What you should do: Count up the lines below in which the string "their" appears. The reply should be that number alone.

Source information:
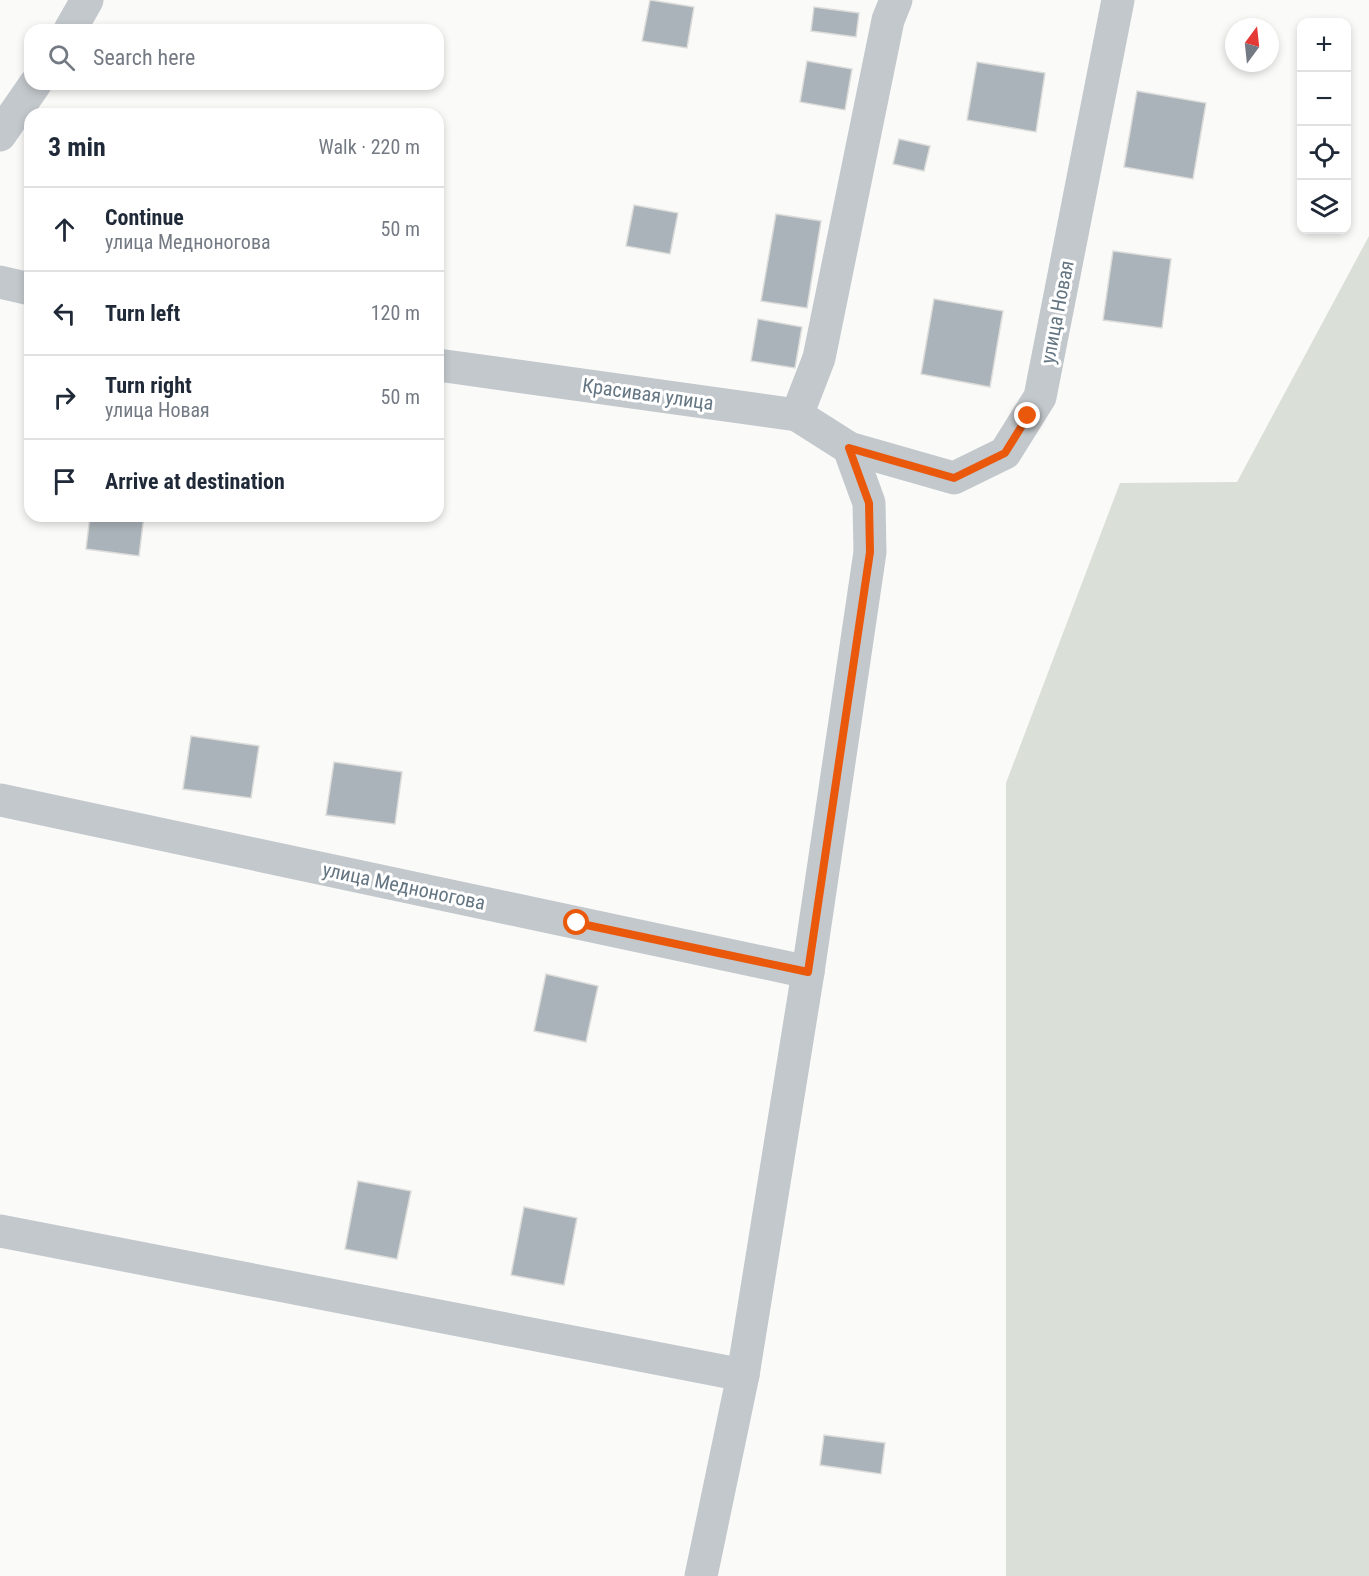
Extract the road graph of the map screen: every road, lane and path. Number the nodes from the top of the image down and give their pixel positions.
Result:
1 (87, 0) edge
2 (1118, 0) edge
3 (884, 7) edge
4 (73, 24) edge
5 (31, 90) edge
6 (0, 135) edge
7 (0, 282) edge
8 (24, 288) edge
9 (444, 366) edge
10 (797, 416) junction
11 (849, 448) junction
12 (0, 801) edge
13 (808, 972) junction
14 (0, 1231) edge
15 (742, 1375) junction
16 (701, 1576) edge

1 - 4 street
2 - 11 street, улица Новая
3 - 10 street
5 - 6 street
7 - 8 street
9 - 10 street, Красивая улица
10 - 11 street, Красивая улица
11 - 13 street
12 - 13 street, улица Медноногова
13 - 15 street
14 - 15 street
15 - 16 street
==
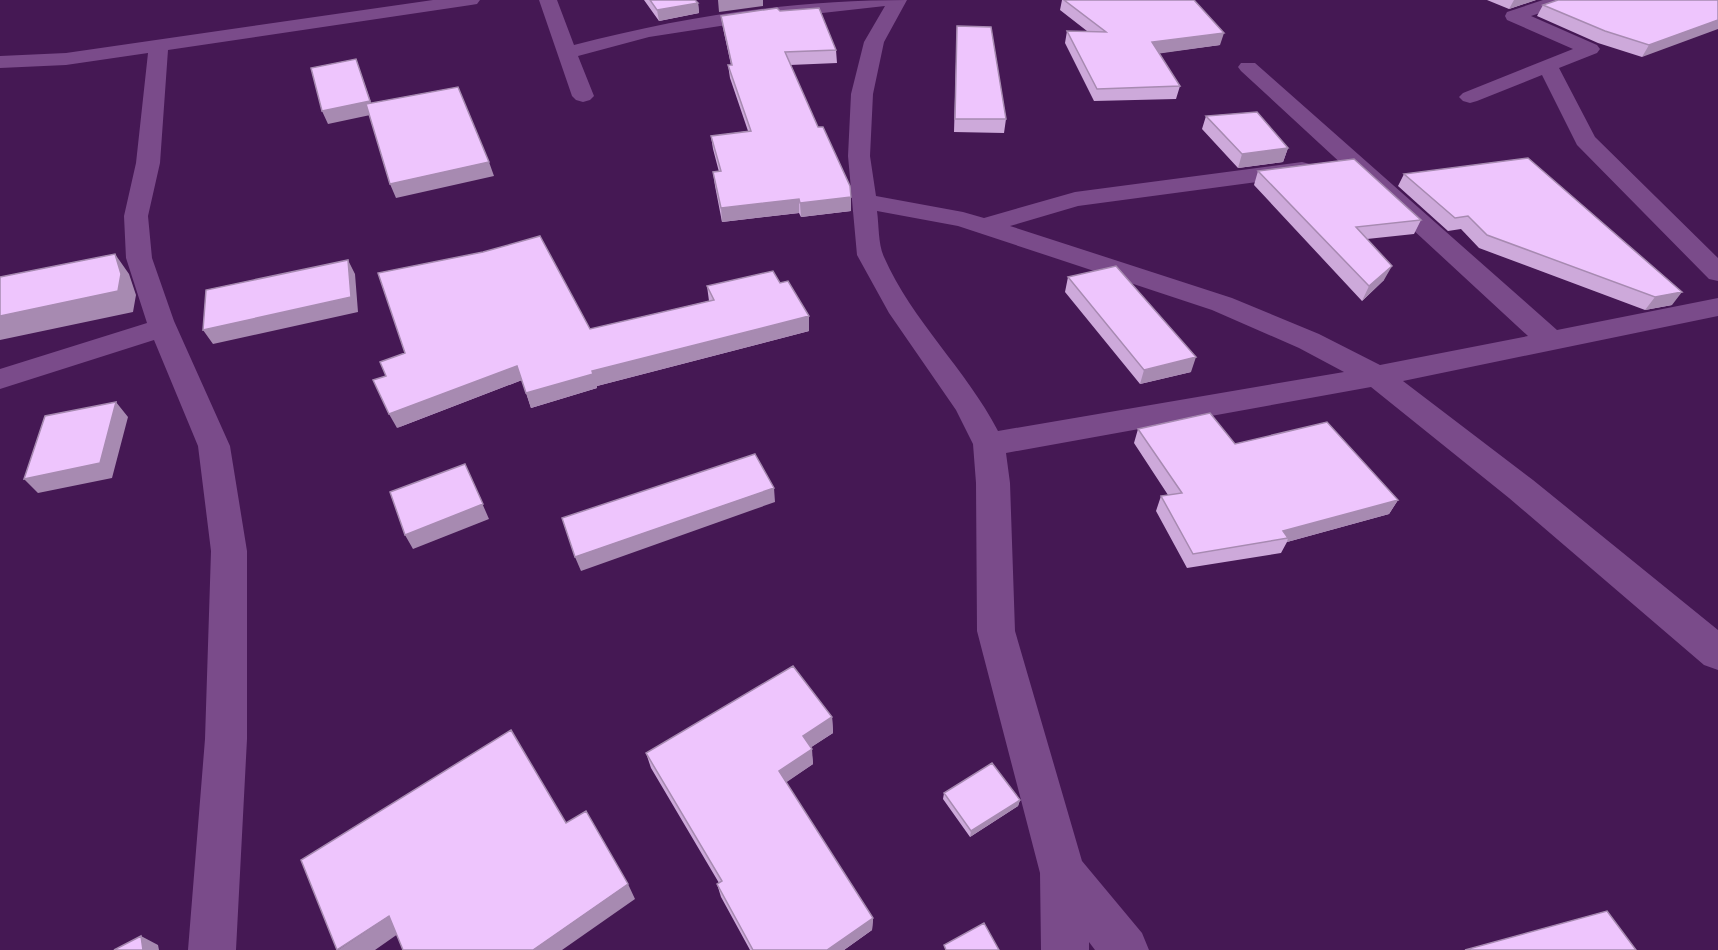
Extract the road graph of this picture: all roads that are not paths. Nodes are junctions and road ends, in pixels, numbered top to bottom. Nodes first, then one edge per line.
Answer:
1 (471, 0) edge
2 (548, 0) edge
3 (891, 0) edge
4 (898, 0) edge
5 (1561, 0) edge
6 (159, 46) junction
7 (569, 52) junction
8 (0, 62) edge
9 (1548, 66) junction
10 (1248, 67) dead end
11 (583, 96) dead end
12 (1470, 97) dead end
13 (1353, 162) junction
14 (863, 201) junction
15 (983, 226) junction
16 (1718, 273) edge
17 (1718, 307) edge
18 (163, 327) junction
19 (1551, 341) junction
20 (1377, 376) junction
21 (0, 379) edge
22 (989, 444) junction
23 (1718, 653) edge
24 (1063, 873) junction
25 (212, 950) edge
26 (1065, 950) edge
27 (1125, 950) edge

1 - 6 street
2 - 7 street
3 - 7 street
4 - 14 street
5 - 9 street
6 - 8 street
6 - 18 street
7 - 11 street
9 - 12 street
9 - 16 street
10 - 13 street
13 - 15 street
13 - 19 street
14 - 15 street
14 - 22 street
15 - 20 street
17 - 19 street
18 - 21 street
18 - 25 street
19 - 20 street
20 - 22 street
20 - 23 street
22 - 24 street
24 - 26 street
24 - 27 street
---
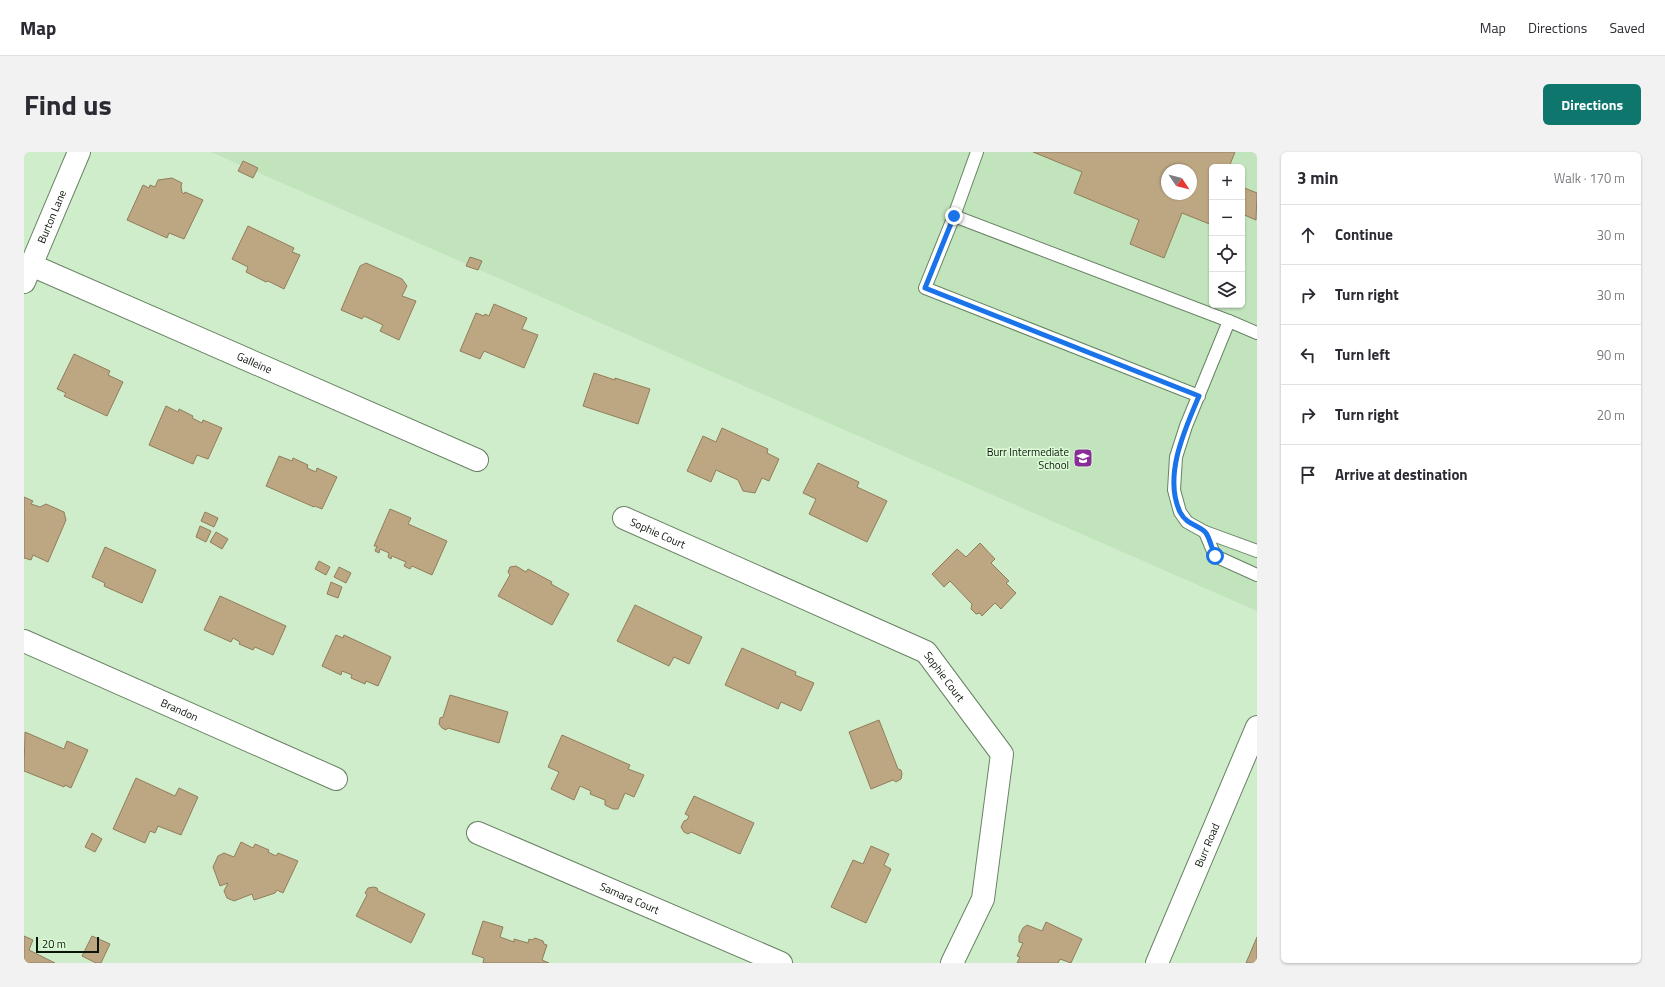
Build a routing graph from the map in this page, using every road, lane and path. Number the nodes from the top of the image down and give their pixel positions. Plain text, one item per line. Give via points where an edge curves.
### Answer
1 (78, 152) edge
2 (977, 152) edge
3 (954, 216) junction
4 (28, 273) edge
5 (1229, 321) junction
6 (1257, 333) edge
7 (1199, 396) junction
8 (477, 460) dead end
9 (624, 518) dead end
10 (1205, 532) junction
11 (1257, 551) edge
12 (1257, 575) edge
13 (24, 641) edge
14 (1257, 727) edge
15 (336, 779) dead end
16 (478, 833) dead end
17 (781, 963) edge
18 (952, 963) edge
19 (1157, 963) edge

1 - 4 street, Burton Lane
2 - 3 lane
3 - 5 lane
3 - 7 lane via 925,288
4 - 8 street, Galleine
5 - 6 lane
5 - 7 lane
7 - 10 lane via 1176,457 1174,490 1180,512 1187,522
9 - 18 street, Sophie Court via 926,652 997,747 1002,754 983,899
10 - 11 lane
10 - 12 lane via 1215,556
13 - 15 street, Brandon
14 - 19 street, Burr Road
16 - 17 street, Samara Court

Response: 2